Der britische GUARDIAN kommentiert: "Trumps chaotische, launische Haltung erschwert es Selenskyjs standhafteren Verbündeten herauszufinden, wozu ihre Koalition tatsächlich bereit sein könnte. Es ist eine Überlebensfrage für die Ukraine, aber auch eine existenzielle Herausforderung für alle Demokratien des Kontinents. Sollte Europa nach strategischer Autonomie streben, weil Washington unzuverlässig ist? Oder sind militärische Abschreckung und Selbstverteidigung ohne die USA so ferne Ziele, dass die eigentliche Aufgabe darin besteht, die Höhe der Schutzgelder zu kennen, die ein krimineller Präsident verlangt - und sie zu zahlen? Die schwierige Antwort lautet: beides. Man muss hoffen, den Verrat Trumps verhindern zu können und sich gleichzeitig darauf vorbereiten", mahnt der GUARDIAN aus London.

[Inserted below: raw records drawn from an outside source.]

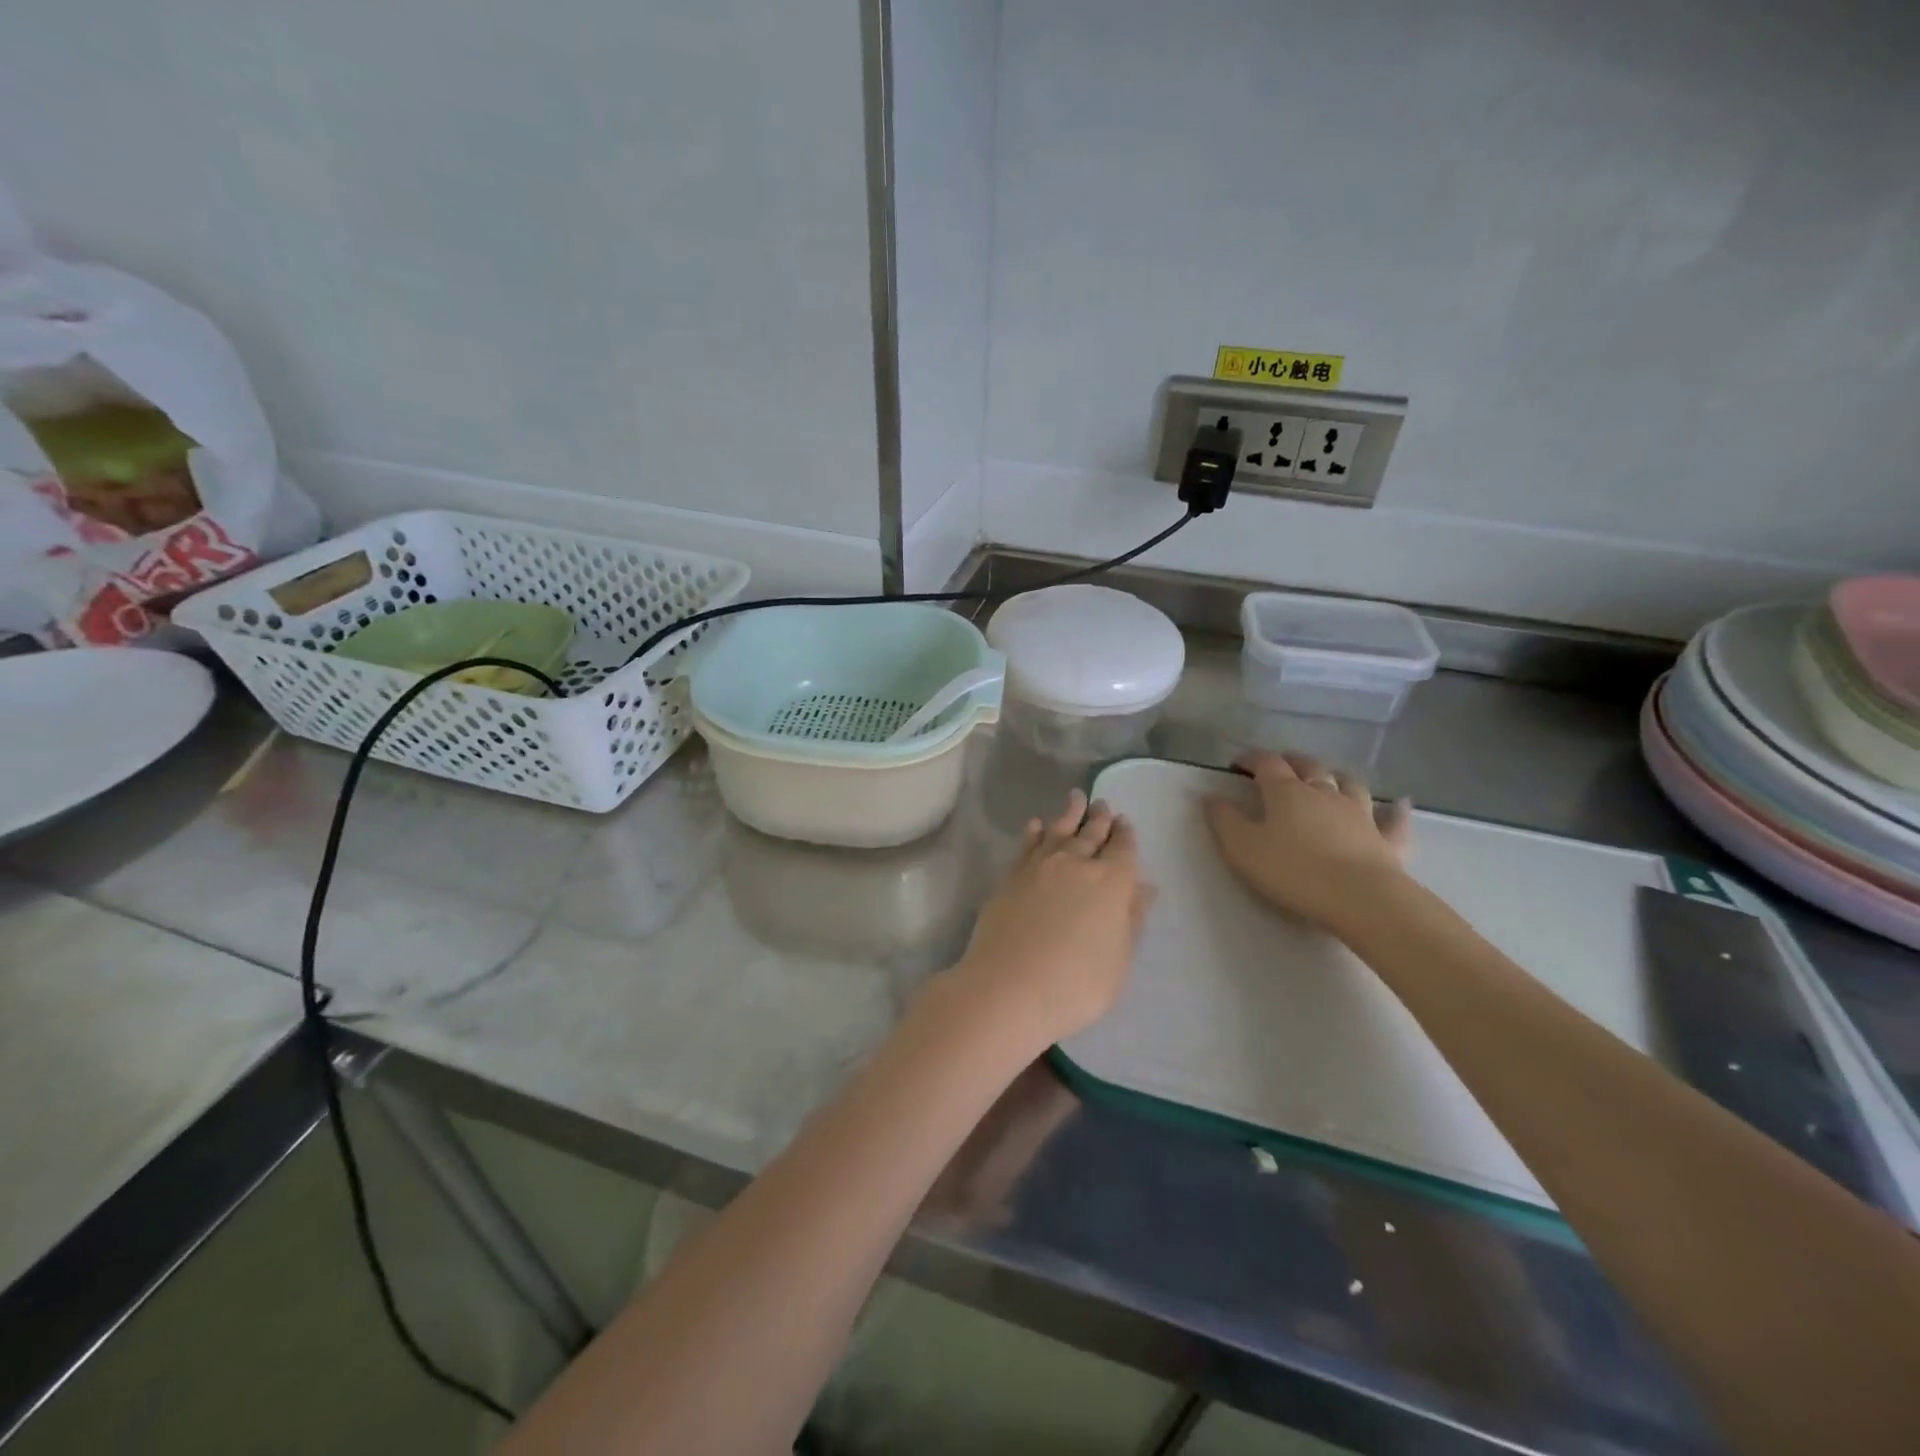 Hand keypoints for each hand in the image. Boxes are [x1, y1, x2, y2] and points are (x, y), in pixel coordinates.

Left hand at [945, 790, 1153, 1049]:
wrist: (1008, 987)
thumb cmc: (1076, 984)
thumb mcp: (1119, 960)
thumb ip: (1131, 919)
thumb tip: (1144, 886)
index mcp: (1112, 882)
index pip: (1123, 849)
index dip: (1126, 835)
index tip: (1125, 822)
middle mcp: (1077, 863)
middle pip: (1092, 833)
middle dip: (1101, 818)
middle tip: (1104, 804)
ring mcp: (1040, 866)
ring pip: (1060, 830)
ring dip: (1070, 813)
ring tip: (1077, 798)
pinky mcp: (1011, 875)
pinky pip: (1027, 844)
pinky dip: (1035, 831)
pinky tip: (1037, 824)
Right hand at [1204, 752, 1412, 934]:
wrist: (1361, 899)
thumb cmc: (1293, 871)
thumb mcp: (1242, 848)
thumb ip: (1223, 820)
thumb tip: (1211, 796)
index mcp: (1287, 792)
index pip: (1266, 764)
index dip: (1251, 759)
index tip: (1237, 762)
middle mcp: (1324, 794)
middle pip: (1309, 767)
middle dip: (1292, 761)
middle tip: (1281, 763)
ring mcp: (1360, 814)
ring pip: (1349, 784)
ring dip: (1337, 777)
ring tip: (1330, 777)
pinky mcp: (1387, 840)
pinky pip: (1394, 819)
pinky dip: (1395, 809)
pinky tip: (1399, 803)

Israels Premierminister Netanjahu hat US-Präsident Trump für den Friedensnobelpreis vorgeschlagen. LIANHE BAO aus Taipeh urteilt: "Die Geschichte, Friedensnobelpreis an die amerikanischen politisch Verantwortlichen zu verleihen, sollte sich nicht wieder wiederholen. Kissinger, der den Vietnamkrieg intensiviert hat, und Obama, der keinen Krieg gestoppt und den Weltfrieden nicht vorangetrieben hat, sind eine bittere Lektion", heißt es in LIANHE BAO aus Taiwan.

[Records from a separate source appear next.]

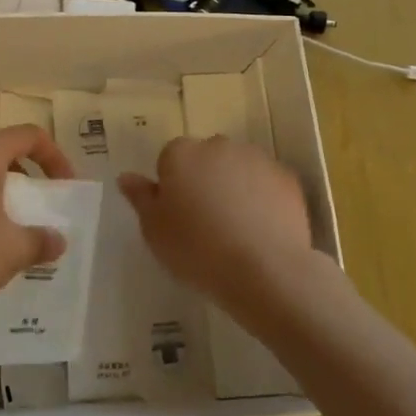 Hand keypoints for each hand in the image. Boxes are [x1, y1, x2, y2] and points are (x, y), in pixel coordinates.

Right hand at [118, 135, 318, 317]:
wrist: (265, 269)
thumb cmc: (196, 250)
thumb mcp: (154, 230)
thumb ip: (140, 198)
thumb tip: (126, 177)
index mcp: (181, 154)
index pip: (169, 159)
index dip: (172, 187)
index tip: (178, 216)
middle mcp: (218, 146)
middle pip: (205, 157)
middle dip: (204, 179)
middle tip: (205, 221)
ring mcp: (256, 159)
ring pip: (238, 167)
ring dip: (234, 185)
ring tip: (236, 227)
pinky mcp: (288, 178)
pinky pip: (267, 183)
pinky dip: (263, 197)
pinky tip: (261, 229) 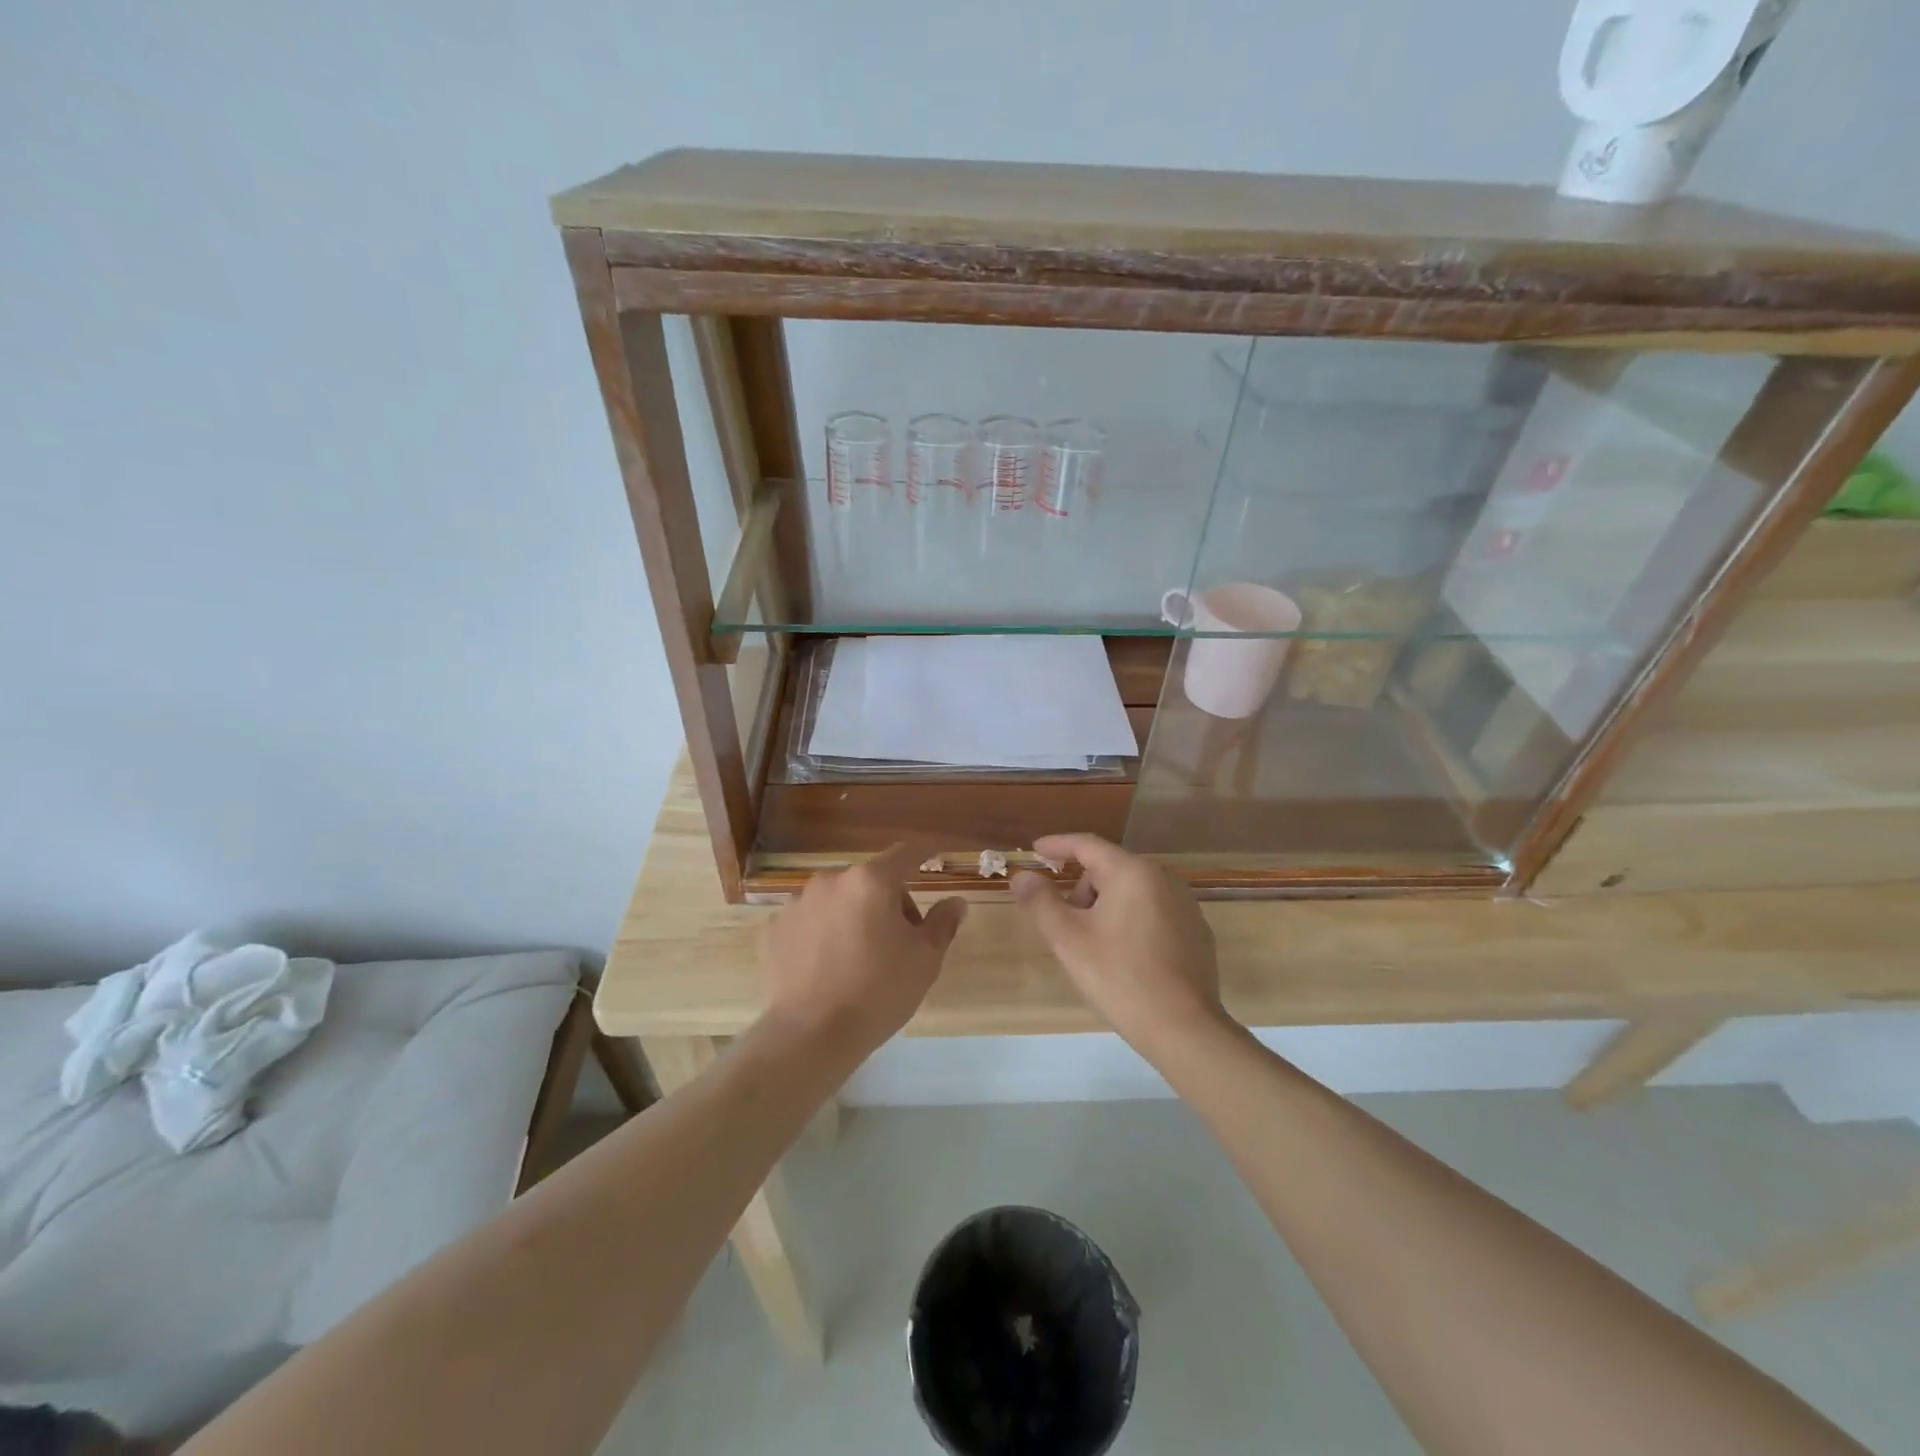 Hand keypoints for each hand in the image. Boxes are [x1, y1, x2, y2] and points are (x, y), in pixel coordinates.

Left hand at [761, 844, 966, 1064]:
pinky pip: (813, 920)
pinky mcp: (777, 929)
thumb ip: (943, 922)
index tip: (933, 857)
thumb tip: (956, 902)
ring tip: (861, 958)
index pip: (905, 855)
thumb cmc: (878, 991)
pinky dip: (826, 933)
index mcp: (871, 881)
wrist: (811, 1034)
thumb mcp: (925, 959)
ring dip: (856, 915)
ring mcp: (799, 903)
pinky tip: (830, 967)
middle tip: (901, 942)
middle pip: (871, 880)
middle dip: (890, 901)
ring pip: (840, 900)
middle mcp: (832, 881)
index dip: (923, 855)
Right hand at [1011, 833, 1232, 1062]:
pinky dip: (1131, 921)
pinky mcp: (1196, 930)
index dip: (1057, 845)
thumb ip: (1040, 902)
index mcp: (1132, 872)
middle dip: (1082, 889)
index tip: (1035, 851)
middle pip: (1109, 870)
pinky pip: (1153, 911)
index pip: (1087, 845)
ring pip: (1131, 891)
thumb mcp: (1068, 939)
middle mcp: (1163, 878)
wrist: (1184, 1028)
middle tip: (1066, 926)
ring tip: (1095, 947)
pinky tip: (1126, 958)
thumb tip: (1022, 877)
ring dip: (1105, 907)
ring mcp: (1185, 904)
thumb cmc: (1120, 977)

Das Vorgehen Israels im Gazastreifen kommentiert die niederländische Zeitung DE VOLKSKRANT: "Es wird immer deutlicher, was Israel im Nachkriegs-Gaza vorhat: ethnische Säuberung. Einem Plan von Verteidigungsminister Katz zufolge soll auf den Ruinen von Rafah eine 'humanitäre Stadt' entstehen, in der 600.000 Menschen aus dem Gazastreifen zusammengepfercht werden. So will Israel die Hamas von der normalen Bevölkerung trennen. Doch die Absicht dahinter ist klar: Das Leben in Gaza soll so unerträglich werden, dass viele Bewohner weggehen wollen. Für Israel ist die Zweistaatenlösung, die international oft als einziger Ausweg gesehen wird, eine Illusion. Die Palästinenser sollen weg", folgert DE VOLKSKRANT aus Amsterdam
Die israelische Zeitung HAARETZ kritisiert: "Netanjahu wirbt in Washington für diesen verdrehten Plan, wo er unter Beleidigung der Intelligenz der ganzen Welt erklärte: 'Das nennt man freie Wahl. Wenn die Menschen bleiben wollen, können sie bleiben; aber wenn sie gehen wollen, sollten sie gehen können.' Der Premierminister fügte ohne jede Scham hinzu, Gaza solle 'kein Gefängnis sein. Es sollte ein offener Ort sein.' Nur in einer verzerrten Realität kann man von freiem Willen sprechen im Zusammenhang mit Menschen, die die letzten 20 Monate unter Dauerbombardements, Hunger, Wasser-, Strom- und Medikamentenmangel verbracht haben", stellt HAARETZ aus Tel Aviv fest.
Der TAGES-ANZEIGER aus der Schweiz befindet: "Das ist, nüchtern betrachtet, blanker Zynismus, nachdem israelisches Bombardement das Küstengebiet in eine Ruinenlandschaft verwandelt hat, Zehntausende Zivilisten gestorben sind und die Menschen seit Monaten ausgehungert werden. Was soll in dieser Situation noch freiwillig geschehen? Die Einrichtung von Lagern in Gaza dürfte vielmehr Netanyahus innenpolitischen Bedürfnissen entgegenkommen: Seine rechtsextremen Koalitionspartner fordern explizit die Vertreibung der Palästinenser aus Gaza. Da könnte ihm, so augenscheinlich das Kalkül, doch sein Waffenbruder im Weißen Haus helfen", glaubt der TAGES-ANZEIGER aus Zürich.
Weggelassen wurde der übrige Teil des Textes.